# YOUR INSTRUCTIONS
Please reproduce the full set of data below exactly.

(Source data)
———
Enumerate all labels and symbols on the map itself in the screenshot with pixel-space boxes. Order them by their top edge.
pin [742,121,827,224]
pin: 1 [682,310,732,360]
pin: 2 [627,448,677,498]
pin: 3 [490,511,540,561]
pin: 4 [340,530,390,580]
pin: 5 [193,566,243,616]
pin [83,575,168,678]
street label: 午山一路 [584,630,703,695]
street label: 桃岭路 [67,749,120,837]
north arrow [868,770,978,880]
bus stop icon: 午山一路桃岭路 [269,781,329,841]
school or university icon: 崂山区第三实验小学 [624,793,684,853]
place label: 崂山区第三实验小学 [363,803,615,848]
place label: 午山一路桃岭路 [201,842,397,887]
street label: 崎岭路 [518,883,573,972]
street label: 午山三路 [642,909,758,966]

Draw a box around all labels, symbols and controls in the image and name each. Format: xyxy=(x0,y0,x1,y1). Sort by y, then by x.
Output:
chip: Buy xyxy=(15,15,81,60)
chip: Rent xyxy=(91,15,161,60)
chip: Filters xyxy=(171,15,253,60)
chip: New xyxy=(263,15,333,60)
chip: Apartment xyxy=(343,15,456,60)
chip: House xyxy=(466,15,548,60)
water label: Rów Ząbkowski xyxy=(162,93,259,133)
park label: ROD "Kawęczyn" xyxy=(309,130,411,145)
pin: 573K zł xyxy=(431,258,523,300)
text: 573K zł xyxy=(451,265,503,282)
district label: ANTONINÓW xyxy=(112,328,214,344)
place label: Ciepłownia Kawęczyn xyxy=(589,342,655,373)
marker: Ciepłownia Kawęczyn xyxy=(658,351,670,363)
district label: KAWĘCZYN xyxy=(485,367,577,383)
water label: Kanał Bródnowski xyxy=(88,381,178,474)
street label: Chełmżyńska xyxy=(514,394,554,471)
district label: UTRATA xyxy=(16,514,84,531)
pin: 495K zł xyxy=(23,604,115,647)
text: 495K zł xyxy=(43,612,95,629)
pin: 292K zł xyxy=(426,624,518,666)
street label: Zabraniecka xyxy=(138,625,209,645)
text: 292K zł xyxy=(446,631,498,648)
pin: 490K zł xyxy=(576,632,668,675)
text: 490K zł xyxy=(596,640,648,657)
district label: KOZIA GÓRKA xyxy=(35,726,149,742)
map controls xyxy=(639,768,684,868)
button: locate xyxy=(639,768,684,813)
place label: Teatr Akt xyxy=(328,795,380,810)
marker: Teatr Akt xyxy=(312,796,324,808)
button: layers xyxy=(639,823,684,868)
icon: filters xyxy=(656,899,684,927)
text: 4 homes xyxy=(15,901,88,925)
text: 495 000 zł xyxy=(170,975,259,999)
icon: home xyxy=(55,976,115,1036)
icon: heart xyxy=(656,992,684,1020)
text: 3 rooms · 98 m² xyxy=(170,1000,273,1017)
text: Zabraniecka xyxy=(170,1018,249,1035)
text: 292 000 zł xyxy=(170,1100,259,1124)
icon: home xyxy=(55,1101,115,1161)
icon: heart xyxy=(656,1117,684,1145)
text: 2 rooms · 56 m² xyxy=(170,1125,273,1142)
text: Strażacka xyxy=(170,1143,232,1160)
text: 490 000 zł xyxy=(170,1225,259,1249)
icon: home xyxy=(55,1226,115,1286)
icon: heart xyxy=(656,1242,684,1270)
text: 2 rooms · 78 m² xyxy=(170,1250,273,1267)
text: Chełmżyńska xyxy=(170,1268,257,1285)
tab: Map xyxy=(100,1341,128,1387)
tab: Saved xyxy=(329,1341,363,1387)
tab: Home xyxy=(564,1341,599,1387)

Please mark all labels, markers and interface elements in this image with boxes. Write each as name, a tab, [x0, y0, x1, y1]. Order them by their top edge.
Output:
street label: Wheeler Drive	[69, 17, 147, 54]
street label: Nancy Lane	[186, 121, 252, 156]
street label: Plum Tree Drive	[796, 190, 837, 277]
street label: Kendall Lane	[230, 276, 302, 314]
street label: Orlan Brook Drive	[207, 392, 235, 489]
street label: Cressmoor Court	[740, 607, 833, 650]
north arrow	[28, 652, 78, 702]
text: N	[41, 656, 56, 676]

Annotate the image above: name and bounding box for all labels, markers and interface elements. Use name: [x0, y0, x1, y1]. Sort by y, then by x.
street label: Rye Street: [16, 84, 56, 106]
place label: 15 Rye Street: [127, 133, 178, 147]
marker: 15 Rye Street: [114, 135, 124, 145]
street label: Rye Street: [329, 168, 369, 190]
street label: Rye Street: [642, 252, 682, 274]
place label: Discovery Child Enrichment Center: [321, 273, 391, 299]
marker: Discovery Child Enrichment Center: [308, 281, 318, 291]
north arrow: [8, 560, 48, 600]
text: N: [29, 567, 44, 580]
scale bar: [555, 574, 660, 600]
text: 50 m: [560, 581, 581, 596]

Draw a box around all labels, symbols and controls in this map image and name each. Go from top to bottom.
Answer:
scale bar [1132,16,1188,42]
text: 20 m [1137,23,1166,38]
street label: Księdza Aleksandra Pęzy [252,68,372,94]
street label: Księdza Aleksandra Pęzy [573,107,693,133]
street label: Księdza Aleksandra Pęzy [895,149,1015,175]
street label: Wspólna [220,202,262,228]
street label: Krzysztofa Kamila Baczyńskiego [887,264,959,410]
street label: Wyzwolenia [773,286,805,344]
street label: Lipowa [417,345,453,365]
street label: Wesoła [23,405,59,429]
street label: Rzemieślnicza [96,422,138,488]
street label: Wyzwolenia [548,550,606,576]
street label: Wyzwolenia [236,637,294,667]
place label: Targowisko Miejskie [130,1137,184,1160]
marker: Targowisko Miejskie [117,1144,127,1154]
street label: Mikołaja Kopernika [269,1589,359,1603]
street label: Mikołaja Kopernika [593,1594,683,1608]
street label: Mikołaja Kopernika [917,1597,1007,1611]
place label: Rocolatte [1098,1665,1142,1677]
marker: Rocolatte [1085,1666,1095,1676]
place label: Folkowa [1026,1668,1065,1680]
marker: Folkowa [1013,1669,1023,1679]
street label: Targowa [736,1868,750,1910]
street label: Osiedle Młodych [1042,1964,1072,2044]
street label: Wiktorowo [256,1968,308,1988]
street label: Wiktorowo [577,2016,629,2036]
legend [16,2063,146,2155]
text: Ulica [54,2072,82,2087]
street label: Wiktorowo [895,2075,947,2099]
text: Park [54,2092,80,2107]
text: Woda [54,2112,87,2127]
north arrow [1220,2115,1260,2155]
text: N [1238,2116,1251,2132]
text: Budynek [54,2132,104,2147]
———
# WRITTEN RESPONSE
Enumerate all labels and symbols on the map itself in the screenshot with pixel-space boxes. Order them by their top edge.
pin [742,121,827,224]
pin: 1 [682,310,732,360]
pin: 2 [627,448,677,498]
pin: 3 [490,511,540,561]
pin: 4 [340,530,390,580]
pin: 5 [193,566,243,616]
pin [83,575,168,678]
street label: 午山一路 [584,630,703,695]
street label: 桃岭路 [67,749,120,837]
north arrow [868,770,978,880]
bus stop icon: 午山一路桃岭路 [269,781,329,841]
school or university icon: 崂山区第三实验小学 [624,793,684,853]
place label: 崂山区第三实验小学 [363,803,615,848]
place label: 午山一路桃岭路 [201,842,397,887]
street label: 崎岭路 [518,883,573,972]
street label: 午山三路 [642,909,758,966]

Draw a box around all labels, symbols and controls in the image and name each. Format: xyxy=(x0,y0,x1,y1). Sort by y, then by x.
Output:
chip: Buy xyxy=(15,15,81,60)
chip: Rent xyxy=(91,15,161,60)
chip: Filters xyxy=(171,15,253,60)
chip: New xyxy=(263,15,333,60)
chip: Apartment xyxy=(343,15,456,60)
chip: House xyxy=(466,15,548,60)
water label: Rów Ząbkowski xyxy=(162,93,259,133)
park label: ROD "Kawęczyn" xyxy=(309,130,411,145)
pin: 573K zł xyxy=(431,258,523,300)
text: 573K zł xyxy=(451,265,503,282)
district label: ANTONINÓW xyxy=(112,328,214,344)
place label: Ciepłownia Kawęczyn xyxy=(589,342,655,373)
marker: Ciepłownia Kawęczyn xyxy=(658,351,670,363)
district label: KAWĘCZYN xyxy=(485,367,577,383)
water label: Kanał Bródnowski xyxy=(88,381,178,474)
street label: Chełmżyńska xyxy=(514,394,554,471)
district label: UTRATA xyxy=(16,514,84,531)
pin: 495K zł xyxy=(23,604,115,647)
text: 495K zł xyxy=(43,612,95,629)
pin: 292K zł xyxy=(426,624,518,666)
street label: Zabraniecka xyxy=(138,625,209,645)
text: 292K zł xyxy=(446,631,498,648)
pin: 490K zł xyxy=(576,632,668,675)
text: 490K zł xyxy=(596,640,648,657)
district label: KOZIA GÓRKA xyxy=(35,726,149,742)
map controls xyxy=(639,768,684,868)
button: locate xyxy=(639,768,684,813)
place label: Teatr Akt xyxy=(328,795,380,810)
marker: Teatr Akt xyxy=(312,796,324,808)
button: layers xyxy=(639,823,684,868)
icon: filters xyxy=(656,899,684,927)
text: 4 homes xyxy=(15,901,88,925)
text: 495 000 zł xyxy=(170,975,259,999)
icon: home xyxy=(55,976,115,1036)
icon: heart xyxy=(656,992,684,1020)
text: 3 rooms · 98 m² xyxy=(170,1000,273,1017)
text: Zabraniecka xyxy=(170,1018,249,1035)
text: 292 000 zł xyxy=(170,1100,259,1124)
icon: home xyxy=(55,1101,115,1161)
icon: heart xyxy=(656,1117,684,1145)
text: 2 rooms · 56 m² xyxy=(170,1125,273,1142)
text: Strażacka xyxy=(170,1143,232,1160)
text: 490 000 zł xyxy=(170,1225,259,1249)
icon: home xyxy=(55,1226,115,1286)
icon: heart xyxy=(656,1242,684,1270)
text: 2 rooms · 78 m² xyxy=(170,1250,273,1267)
text: Chełmżyńska xyxy=(170,1268,257,1285)
tab: Map xyxy=(100,1341,128,1387)
tab: Saved xyxy=(329,1341,363,1387)
tab: Home xyxy=(564,1341,599,1387)

Please mark all labels, markers and interface elements in this image with boxes. Write each as name, a tab, [x0, y0, x1, y1]. Order them by their top edge.
Output:
street label: Wheeler Drive	[69, 17, 147, 54]
street label: Nancy Lane	[186, 121, 252, 156]
street label: Plum Tree Drive	[796, 190, 837, 277]
street label: Kendall Lane	[230, 276, 302, 314]
street label: Orlan Brook Drive	[207, 392, 235, 489]
street label: Cressmoor Court	[740, 607, 833, 650]
north arrow	[28, 652, 78, 702]
text: N	[41, 656, 56, 676]

Annotate the image above: name and bounding box for all labels, markers and interface elements. Use name: [x0, y0, x1, y1]. Sort by y, then by x.
street label: Rye Street: [16, 84, 56, 106]
place label: 15 Rye Street: [127, 133, 178, 147]
marker: 15 Rye Street: [114, 135, 124, 145]
street label: Rye Street: [329, 168, 369, 190]
street label: Rye Street: [642, 252, 682, 274]
place label: Discovery Child Enrichment Center: [321, 273, 391, 299]
marker: Discovery Child Enrichment Center: [308, 281, 318, 291]
north arrow: [8, 560, 48, 600]
text: N: [29, 567, 44, 580]
scale bar: [555, 574, 660, 600]
text: 50 m: [560, 581, 581, 596]

Draw a box around all labels, symbols and controls in this map image and name each. Go from top to bottom.
Answer:
scale bar [1132,16,1188,42]
text: 20 m [1137,23,1166,38]
street label: Księdza Aleksandra Pęzy [252,68,372,94]
street label: Księdza Aleksandra Pęzy [573,107,693,133]
street label: Księdza Aleksandra Pęzy [895,149,1015,175]
street label: Wspólna [220,202,262,228]
street label: Krzysztofa Kamila Baczyńskiego [887,264,959,410]
street label: Wyzwolenia [773,286,805,344]
street label: Lipowa [417,345,453,365]
street label: Wesoła [23,405,59,429]
street label: Rzemieślnicza [96,422,138,488]
street label: Wyzwolenia [548,550,606,576]
street label: Wyzwolenia [236,637,294,667]
place label: Targowisko Miejskie [130,1137,184,1160]
marker: Targowisko Miejskie [117,1144,127,1154]
street label: Mikołaja Kopernika [269,1589,359,1603]
street label: Mikołaja Kopernika [593,1594,683,1608]
street label: Mikołaja Kopernika [917,1597,1007,1611]
place label: Rocolatte [1098,1665,1142,1677]
marker: Rocolatte [1085,1666,1095,1676]
place label: Folkowa [1026,1668,1065,1680]
marker: Folkowa [1013,1669,1023,1679]
street label: Targowa [736,1868,750,1910]
street label: Osiedle Młodych [1042,1964,1072,2044]
street label: Wiktorowo [256,1968,308,1988]
street label: Wiktorowo [577,2016,629,2036]
legend [16,2063,146,2155]
text: Ulica [54,2072,82,2087]
street label: Wiktorowo [895,2075,947,2099]
text: Park [54,2092,80,2107]
text: Woda [54,2112,87,2127]
north arrow [1220,2115,1260,2155]
text: N [1238,2116,1251,2132]
text: Budynek [54,2132,104,2147]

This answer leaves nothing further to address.